When a line of the material has the word "ซอยฉ" in it, copy that line.

++++++++++

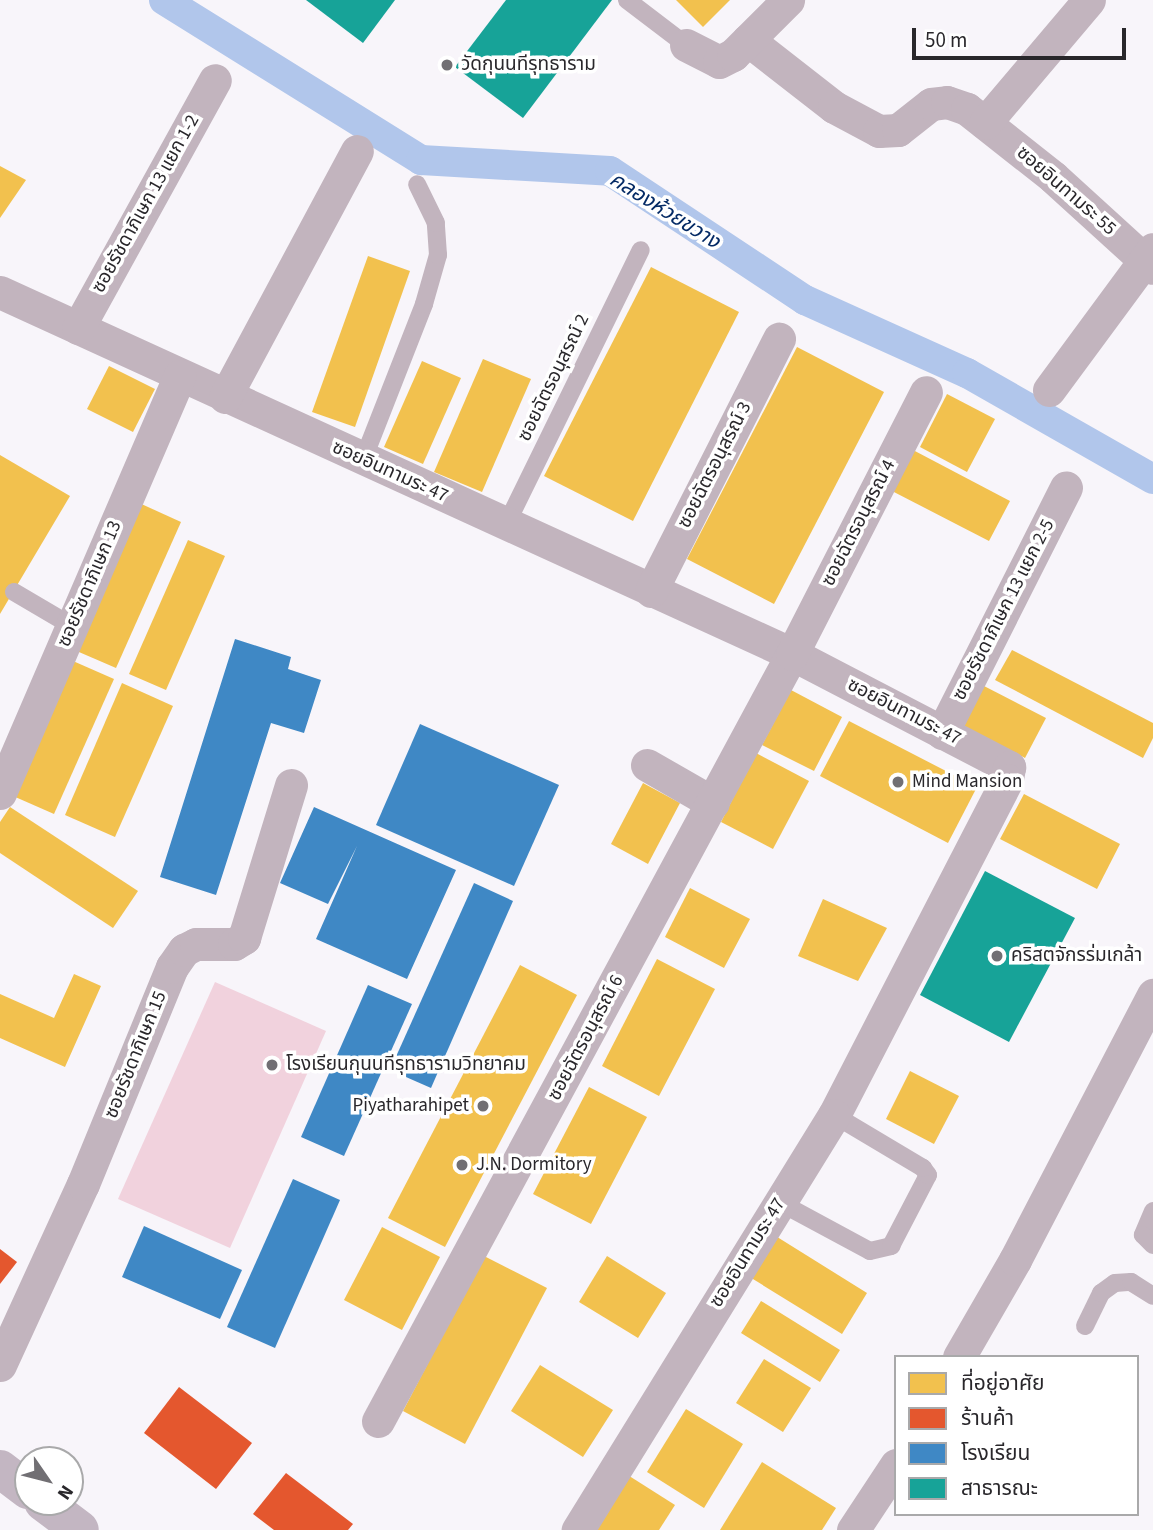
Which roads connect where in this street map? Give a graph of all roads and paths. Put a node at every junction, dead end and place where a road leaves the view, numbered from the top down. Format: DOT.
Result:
graph roads {
  1 [pos="627,0"];
  2 [pos="788,0"];
  3 [pos="1089,0"];
  4 [pos="748,40"];
  5 [pos="686,45"];
  6 [pos="215,80"];
  7 [pos="985,123"];
  8 [pos="357,151"];
  9 [pos="417,184"];
  10 [pos="641,250"];
  11 [pos="1151,260"];
  12 [pos="0,292"];
  13 [pos="78,328"];
  14 [pos="779,339"];
  15 [pos="180,376"];
  16 [pos="1049,390"];
  17 [pos="926,392"];
  18 [pos="225,397"];
  19 [pos="363,460"];
  20 [pos="1066,487"];
  21 [pos="506,524"];
  22 [pos="651,591"];
  23 [pos="14,593"];
  24 [pos="72,626"];
  25 [pos="792,654"];
  26 [pos="942,733"];
  27 [pos="647,765"];
  28 [pos="291,785"];
  29 [pos="0,793"];
  30 [pos="713,803"];
  31 [pos="1153,995"];
  32 [pos="834,1115"];
  33 [pos="779,1202"];
  34 [pos="1153,1212"];
  35 [pos="1153,1245"];
  36 [pos="1153,1296"];
  37 [pos="1085,1325"];
  38 [pos="960,1355"];
  39 [pos="0,1365"];
  40 [pos="378,1421"];
  41 [pos="894,1468"];
  42 [pos="62,1516"];
  43 [pos="80,1530"];
  44 [pos="578,1530"];
  45 [pos="853,1530"];
  1 -- 5 [label="lane"];
  2 -- 4 [label="street"];
  3 -- 7 [label="street"];
  4 -- 5 [label="street"];
  4 -- 7 [label="street, ซอยอินทามระ 55"];
  6 -- 13 [label="street, ซอยรัชดาภิเษก 13 แยก 1-2"];
  7 -- 11 [label="street, ซอยอินทามระ 55"];
  8 -- 18 [label="street"];
  9 -- 19 [label="lane"];
  10 -- 21 [label="lane, ซอยฉัตรอนุสรณ์ 2"];
  11 -- 16 [label="street, ซอยอินทามระ 55"];
  12 -- 13 [label="street, ซอยอินทามระ 47"];
  13 -- 15 [label="street, ซอยอินทามระ 47"];
  14 -- 22 [label="street, ซอยฉัตรอนุสรณ์ 3"];
  15 -- 18 [label="street, ซอยอินทามระ 47"];
  15 -- 24 [label="street, ซอยรัชดาภิเษก 13"];
  17 -- 25 [label="street, ซอยฉัตรอนุสรณ์ 4"];
  18 -- 19 [label="street, ซอยอินทามระ 47"];
  19 -- 21 [label="street, ซอยอินทามระ 47"];
  20 -- 26 [label="street, ซอยรัชดาภิเษก 13 แยก 2-5"];
  21 -- 22 [label="street, ซอยอินทามระ 47"];
  22 -- 25 [label="street, ซอยอินทามระ 47"];
  23 -- 24 [label="lane"];
  24 -- 29 [label="street, ซอยรัชดาภิเษก 13"];
  25 -- 26 [label="street, ซอยอินทามระ 47"];
  25 -- 30 [label="street, ซอยฉัตรอนุสรณ์ 6"];
  26 -- 32 [label="street, ซอยอินทามระ 47"];
  27 -- 30 [label="street"];
  28 -- 39 [label="street, ซอยรัชดาภิเษก 15"];
  30 -- 40 [label="street, ซอยฉัตรอนุสรณ์ 6"];
  31 -- 38 [label="street"];
  32 -- 33 [label="street, ซอยอินทามระ 47"];
  32 -- 33 [label="lane"];
  33 -- 44 [label="street, ซอยอินทามระ 47"];
  34 -- 35 [label="lane"];
  36 -- 37 [label="lane"];
  41 -- 45 [label="street"];
  42 -- 43 [label="main road"];
}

++++++++++

Answer box
  10 -- 21 [label="lane, ซอยฉัตรอนุสรณ์ 2"];
  14 -- 22 [label="street, ซอยฉัตรอนุสรณ์ 3"];
  17 -- 25 [label="street, ซอยฉัตรอนุสรณ์ 4"];
  25 -- 30 [label="street, ซอยฉัตรอนุสรณ์ 6"];
  30 -- 40 [label="street, ซอยฉัตรอนุสรณ์ 6"];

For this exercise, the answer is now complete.